Source data

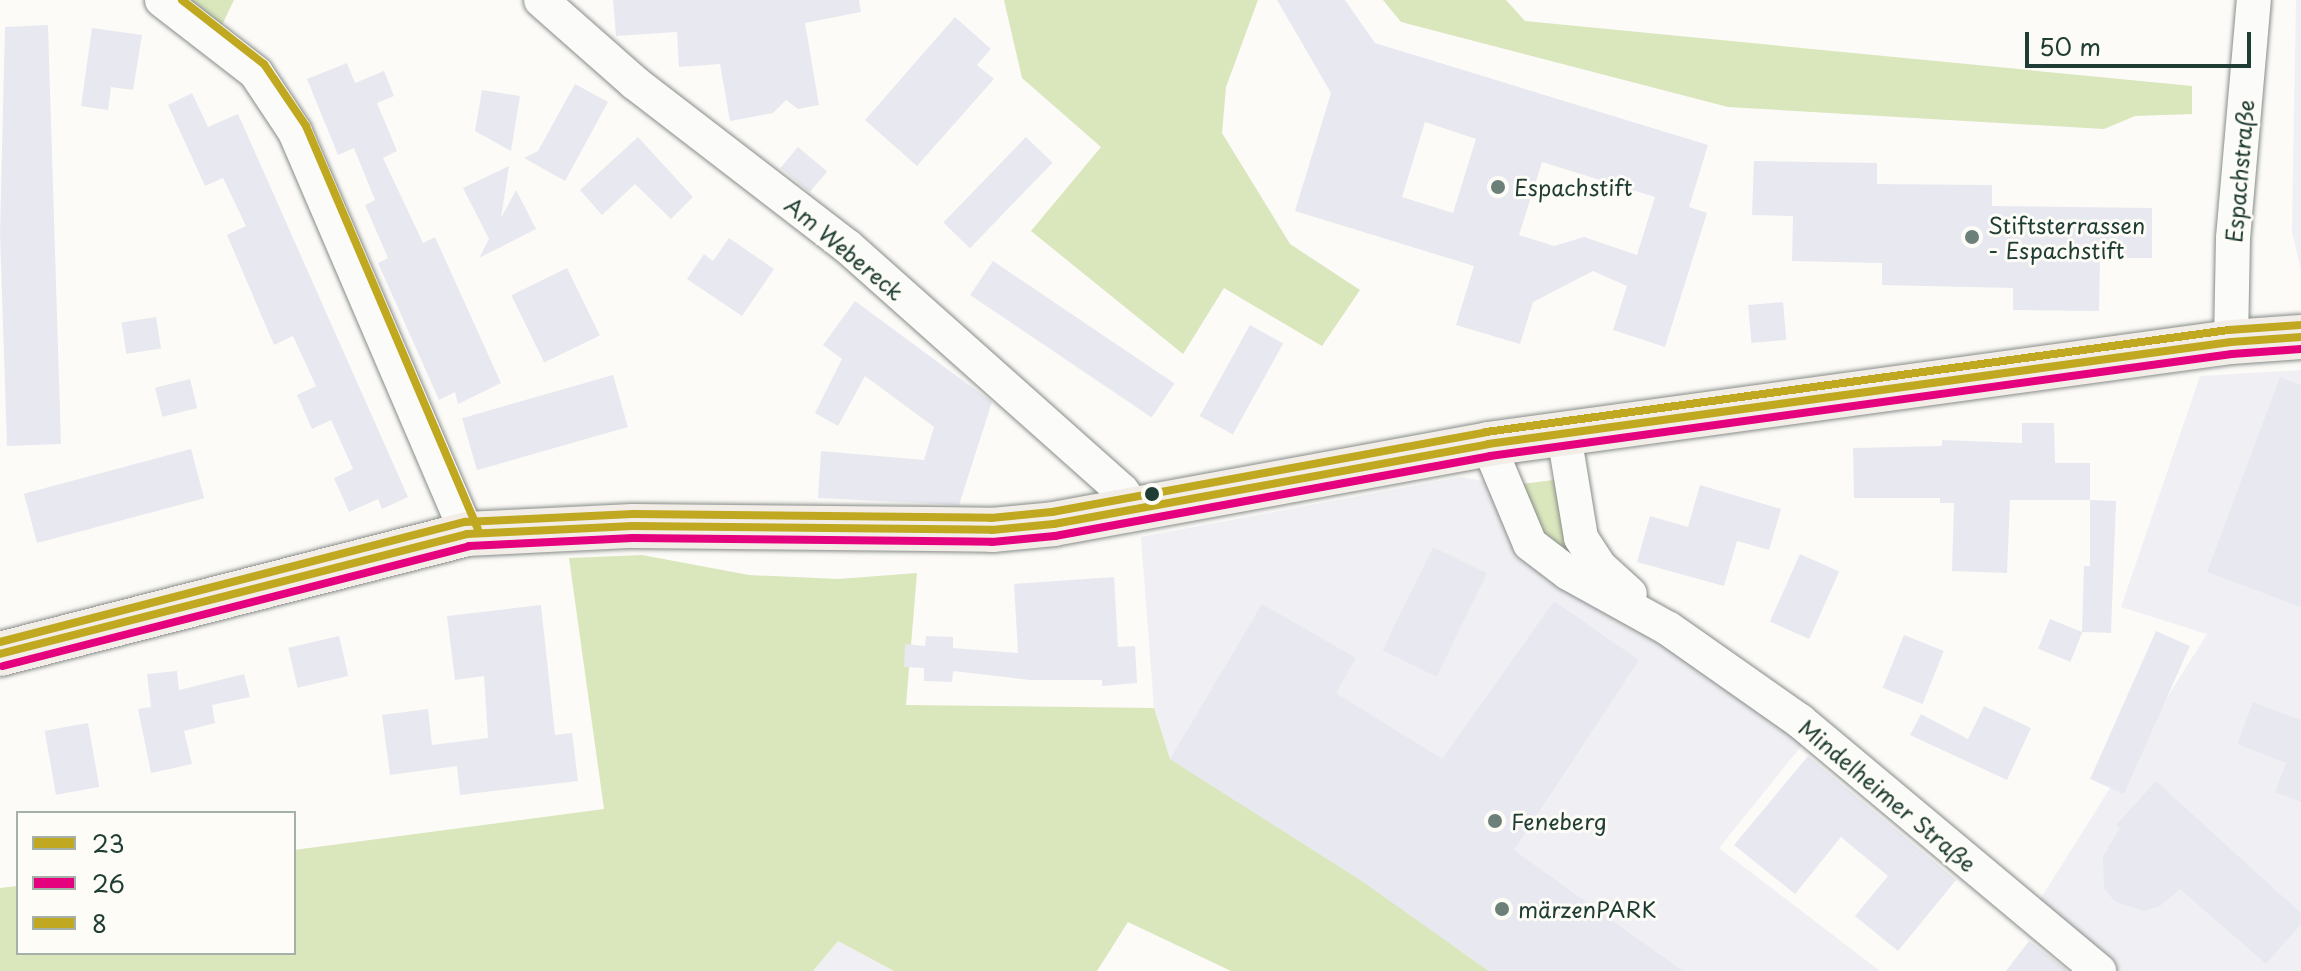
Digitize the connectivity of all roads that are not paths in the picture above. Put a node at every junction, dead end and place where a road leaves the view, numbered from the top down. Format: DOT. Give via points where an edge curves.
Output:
graph roads {
  1 [pos="162,0"];
  2 [pos="541,0"];
  3 [pos="2254,0"];
  4 [pos="2301,337"];
  5 [pos="2231,342"];
  6 [pos="1564,435"];
  7 [pos="1488,444"];
  8 [pos="1136,510"];
  9 [pos="467,534"];
  10 [pos="1669,629"];
  11 [pos="0,654"];
  12 [pos="2099,971"];
  1 -- 9 [label="street" via="256,73 295,132"];
  2 -- 8 [label="street, Am Webereck" via="635,83 847,246 1122,491"];
  3 -- 5 [label="street, Espachstraße" via="2233,238"];
  4 -- 5 [label="main road"];
  5 -- 6 [label="main road"];
  6 -- 7 [label="main road"];
  6 -- 10 [label="street, Mindelheimer Straße" via="1581,538 1600,567"];
  7 -- 8 [label="main road"];
  7 -- 10 [label="street, Mindelheimer Straße" via="1530,544 1568,573"];
  8 -- 9 [label="main road" via="992,530 633,526"];
  9 -- 11 [label="main road"];
  10 -- 12 [label="street, Mindelheimer Straße" via="1800,721"];
}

YOUR TASK
Output every record above exactly, leaving out the pictures.

EXERCISE SOLUTION
Digitize the connectivity of all roads that are not paths in the picture above. Put a node at every junction, dead end and place where a road leaves the view, numbered from the top down. Format: DOT. Give via points where an edge curves.
Output:
graph roads {
  1 [pos="162,0"];
  2 [pos="541,0"];
  3 [pos="2254,0"];
  4 [pos="2301,337"];
  5 [pos="2231,342"];
  6 [pos="1564,435"];
  7 [pos="1488,444"];
  8 [pos="1136,510"];
  9 [pos="467,534"];
  10 [pos="1669,629"];
  11 [pos="0,654"];
  12 [pos="2099,971"];
  1 -- 9 [label="street" via="256,73 295,132"];
  2 -- 8 [label="street, Am Webereck" via="635,83 847,246 1122,491"];
  3 -- 5 [label="street, Espachstraße" via="2233,238"];
  4 -- 5 [label="main road"];
  5 -- 6 [label="main road"];
  6 -- 7 [label="main road"];
  6 -- 10 [label="street, Mindelheimer Straße" via="1581,538 1600,567"];
  7 -- 8 [label="main road"];
  7 -- 10 [label="street, Mindelheimer Straße" via="1530,544 1568,573"];
  8 -- 9 [label="main road" via="992,530 633,526"];
  9 -- 11 [label="main road"];
  10 -- 12 [label="street, Mindelheimer Straße" via="1800,721"];
}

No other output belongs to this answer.